### [What to work on]
Only the lines holding the string "Franco" are needed; copy each of them from the data.

(Saved entries)

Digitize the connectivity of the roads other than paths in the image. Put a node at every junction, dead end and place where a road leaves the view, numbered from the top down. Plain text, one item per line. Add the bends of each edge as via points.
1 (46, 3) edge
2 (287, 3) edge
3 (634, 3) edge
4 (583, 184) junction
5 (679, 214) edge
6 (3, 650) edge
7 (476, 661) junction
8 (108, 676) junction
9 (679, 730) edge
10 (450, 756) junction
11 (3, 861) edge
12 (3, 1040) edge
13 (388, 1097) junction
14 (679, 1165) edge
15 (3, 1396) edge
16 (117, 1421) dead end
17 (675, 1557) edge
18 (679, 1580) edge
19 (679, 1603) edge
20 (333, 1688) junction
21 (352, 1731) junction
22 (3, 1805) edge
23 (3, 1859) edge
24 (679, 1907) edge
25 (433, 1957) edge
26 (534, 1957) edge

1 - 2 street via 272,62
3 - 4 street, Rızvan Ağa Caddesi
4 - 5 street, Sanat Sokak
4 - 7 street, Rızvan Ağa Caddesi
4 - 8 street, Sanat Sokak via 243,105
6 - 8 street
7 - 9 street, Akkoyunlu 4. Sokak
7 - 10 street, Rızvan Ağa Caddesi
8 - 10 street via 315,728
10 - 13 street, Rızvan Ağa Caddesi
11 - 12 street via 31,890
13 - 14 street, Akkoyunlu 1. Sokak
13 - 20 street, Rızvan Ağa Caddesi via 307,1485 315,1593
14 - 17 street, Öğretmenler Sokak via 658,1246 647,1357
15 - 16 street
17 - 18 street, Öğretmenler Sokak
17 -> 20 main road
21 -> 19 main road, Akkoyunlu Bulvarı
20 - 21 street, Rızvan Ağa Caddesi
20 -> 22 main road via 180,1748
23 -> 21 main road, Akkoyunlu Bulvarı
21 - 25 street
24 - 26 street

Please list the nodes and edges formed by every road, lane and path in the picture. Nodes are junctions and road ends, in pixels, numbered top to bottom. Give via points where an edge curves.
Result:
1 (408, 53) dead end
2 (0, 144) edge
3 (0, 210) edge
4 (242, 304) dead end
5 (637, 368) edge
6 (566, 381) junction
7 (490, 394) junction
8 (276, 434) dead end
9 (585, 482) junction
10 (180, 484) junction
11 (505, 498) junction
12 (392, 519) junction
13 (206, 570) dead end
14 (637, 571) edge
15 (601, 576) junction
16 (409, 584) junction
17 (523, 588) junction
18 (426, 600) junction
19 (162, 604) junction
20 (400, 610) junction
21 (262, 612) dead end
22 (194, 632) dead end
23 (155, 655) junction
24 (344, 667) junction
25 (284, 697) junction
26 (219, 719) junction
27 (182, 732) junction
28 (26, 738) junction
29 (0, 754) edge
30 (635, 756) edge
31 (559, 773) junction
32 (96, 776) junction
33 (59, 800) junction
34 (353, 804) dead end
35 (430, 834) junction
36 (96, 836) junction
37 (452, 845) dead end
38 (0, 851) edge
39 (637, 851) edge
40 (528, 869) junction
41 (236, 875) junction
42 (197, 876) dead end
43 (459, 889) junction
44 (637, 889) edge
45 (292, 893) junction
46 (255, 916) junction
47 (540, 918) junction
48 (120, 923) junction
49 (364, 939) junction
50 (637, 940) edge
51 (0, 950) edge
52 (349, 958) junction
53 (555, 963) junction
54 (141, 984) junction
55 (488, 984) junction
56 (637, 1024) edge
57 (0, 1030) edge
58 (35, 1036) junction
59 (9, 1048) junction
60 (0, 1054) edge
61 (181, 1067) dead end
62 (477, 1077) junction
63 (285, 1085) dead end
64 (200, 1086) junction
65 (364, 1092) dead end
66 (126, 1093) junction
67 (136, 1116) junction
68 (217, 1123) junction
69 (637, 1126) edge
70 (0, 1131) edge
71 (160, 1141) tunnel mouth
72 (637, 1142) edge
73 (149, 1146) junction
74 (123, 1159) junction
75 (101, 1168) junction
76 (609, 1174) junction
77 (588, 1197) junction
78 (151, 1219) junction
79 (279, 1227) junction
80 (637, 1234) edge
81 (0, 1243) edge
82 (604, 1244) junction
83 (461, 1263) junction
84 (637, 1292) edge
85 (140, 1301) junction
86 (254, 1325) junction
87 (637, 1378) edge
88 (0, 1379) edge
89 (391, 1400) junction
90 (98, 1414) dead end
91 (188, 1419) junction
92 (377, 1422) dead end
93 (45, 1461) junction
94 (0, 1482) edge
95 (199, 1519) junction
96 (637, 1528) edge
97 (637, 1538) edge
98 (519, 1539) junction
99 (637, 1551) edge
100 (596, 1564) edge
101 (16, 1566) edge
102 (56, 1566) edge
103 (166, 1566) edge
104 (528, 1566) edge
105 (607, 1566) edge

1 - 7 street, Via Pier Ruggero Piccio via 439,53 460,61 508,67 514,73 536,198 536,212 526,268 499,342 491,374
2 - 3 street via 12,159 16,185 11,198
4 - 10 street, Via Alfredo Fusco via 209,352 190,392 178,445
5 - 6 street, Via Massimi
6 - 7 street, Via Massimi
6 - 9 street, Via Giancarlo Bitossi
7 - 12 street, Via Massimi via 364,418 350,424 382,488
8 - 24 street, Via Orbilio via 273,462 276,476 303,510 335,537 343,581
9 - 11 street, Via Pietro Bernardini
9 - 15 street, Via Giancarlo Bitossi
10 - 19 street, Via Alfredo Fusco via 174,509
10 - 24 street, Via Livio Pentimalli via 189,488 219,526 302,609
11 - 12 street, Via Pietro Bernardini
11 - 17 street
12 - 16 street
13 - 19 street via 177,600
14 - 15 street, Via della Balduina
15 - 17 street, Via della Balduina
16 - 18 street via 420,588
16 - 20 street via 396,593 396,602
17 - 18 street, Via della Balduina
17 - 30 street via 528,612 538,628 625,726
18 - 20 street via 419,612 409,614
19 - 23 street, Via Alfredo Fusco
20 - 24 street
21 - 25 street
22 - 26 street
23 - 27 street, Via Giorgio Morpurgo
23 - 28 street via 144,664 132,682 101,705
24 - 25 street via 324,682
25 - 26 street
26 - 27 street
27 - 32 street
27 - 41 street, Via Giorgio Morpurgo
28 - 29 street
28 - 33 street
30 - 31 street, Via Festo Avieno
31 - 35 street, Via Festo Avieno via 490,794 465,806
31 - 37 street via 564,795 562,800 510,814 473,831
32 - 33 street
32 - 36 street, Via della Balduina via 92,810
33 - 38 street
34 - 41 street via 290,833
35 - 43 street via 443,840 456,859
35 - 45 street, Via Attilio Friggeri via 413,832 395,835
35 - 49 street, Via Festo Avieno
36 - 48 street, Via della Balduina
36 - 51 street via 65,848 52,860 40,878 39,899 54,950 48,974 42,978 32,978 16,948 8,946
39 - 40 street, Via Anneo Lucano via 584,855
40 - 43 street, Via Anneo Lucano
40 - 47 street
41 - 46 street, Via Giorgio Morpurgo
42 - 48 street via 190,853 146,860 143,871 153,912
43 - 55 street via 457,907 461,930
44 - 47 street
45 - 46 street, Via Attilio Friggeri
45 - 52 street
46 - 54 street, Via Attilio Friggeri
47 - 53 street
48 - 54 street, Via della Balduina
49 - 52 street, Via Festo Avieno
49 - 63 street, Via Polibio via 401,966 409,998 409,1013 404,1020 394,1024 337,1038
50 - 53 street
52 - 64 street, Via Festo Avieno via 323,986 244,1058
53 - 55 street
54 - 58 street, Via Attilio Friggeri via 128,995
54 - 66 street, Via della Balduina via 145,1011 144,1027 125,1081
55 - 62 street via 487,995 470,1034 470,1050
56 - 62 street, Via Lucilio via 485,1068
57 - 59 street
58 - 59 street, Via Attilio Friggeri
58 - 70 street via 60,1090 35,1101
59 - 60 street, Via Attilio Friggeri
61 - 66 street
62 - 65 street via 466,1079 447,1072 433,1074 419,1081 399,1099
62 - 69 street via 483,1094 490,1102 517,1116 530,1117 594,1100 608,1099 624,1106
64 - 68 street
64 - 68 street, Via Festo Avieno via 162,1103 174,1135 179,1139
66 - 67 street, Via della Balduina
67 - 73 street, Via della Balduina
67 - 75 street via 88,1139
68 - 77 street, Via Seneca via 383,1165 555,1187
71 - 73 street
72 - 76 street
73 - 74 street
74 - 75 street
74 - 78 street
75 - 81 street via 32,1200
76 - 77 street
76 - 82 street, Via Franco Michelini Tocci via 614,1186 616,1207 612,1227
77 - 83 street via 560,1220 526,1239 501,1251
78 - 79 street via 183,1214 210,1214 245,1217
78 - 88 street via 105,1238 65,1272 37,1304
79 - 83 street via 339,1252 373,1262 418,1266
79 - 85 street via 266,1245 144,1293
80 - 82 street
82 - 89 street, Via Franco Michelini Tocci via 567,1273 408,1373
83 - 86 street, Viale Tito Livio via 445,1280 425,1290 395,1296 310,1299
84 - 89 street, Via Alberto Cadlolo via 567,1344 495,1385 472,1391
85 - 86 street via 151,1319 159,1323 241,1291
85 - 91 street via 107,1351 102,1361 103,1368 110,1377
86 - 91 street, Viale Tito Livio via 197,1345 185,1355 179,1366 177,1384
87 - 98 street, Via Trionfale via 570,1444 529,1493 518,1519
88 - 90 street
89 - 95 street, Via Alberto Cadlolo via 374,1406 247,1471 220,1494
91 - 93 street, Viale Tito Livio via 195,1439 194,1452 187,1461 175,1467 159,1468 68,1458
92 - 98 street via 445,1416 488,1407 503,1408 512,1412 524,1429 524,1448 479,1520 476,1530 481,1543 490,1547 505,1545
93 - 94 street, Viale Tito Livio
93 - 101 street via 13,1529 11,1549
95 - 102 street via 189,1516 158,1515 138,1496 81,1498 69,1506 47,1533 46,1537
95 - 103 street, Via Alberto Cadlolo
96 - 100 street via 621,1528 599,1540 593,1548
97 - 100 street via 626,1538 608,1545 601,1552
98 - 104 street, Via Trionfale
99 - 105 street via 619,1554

### [Result of the task]
76 - 82 street, Via Franco Michelini Tocci via 614,1186 616,1207 612,1227
82 - 89 street, Via Franco Michelini Tocci via 567,1273 408,1373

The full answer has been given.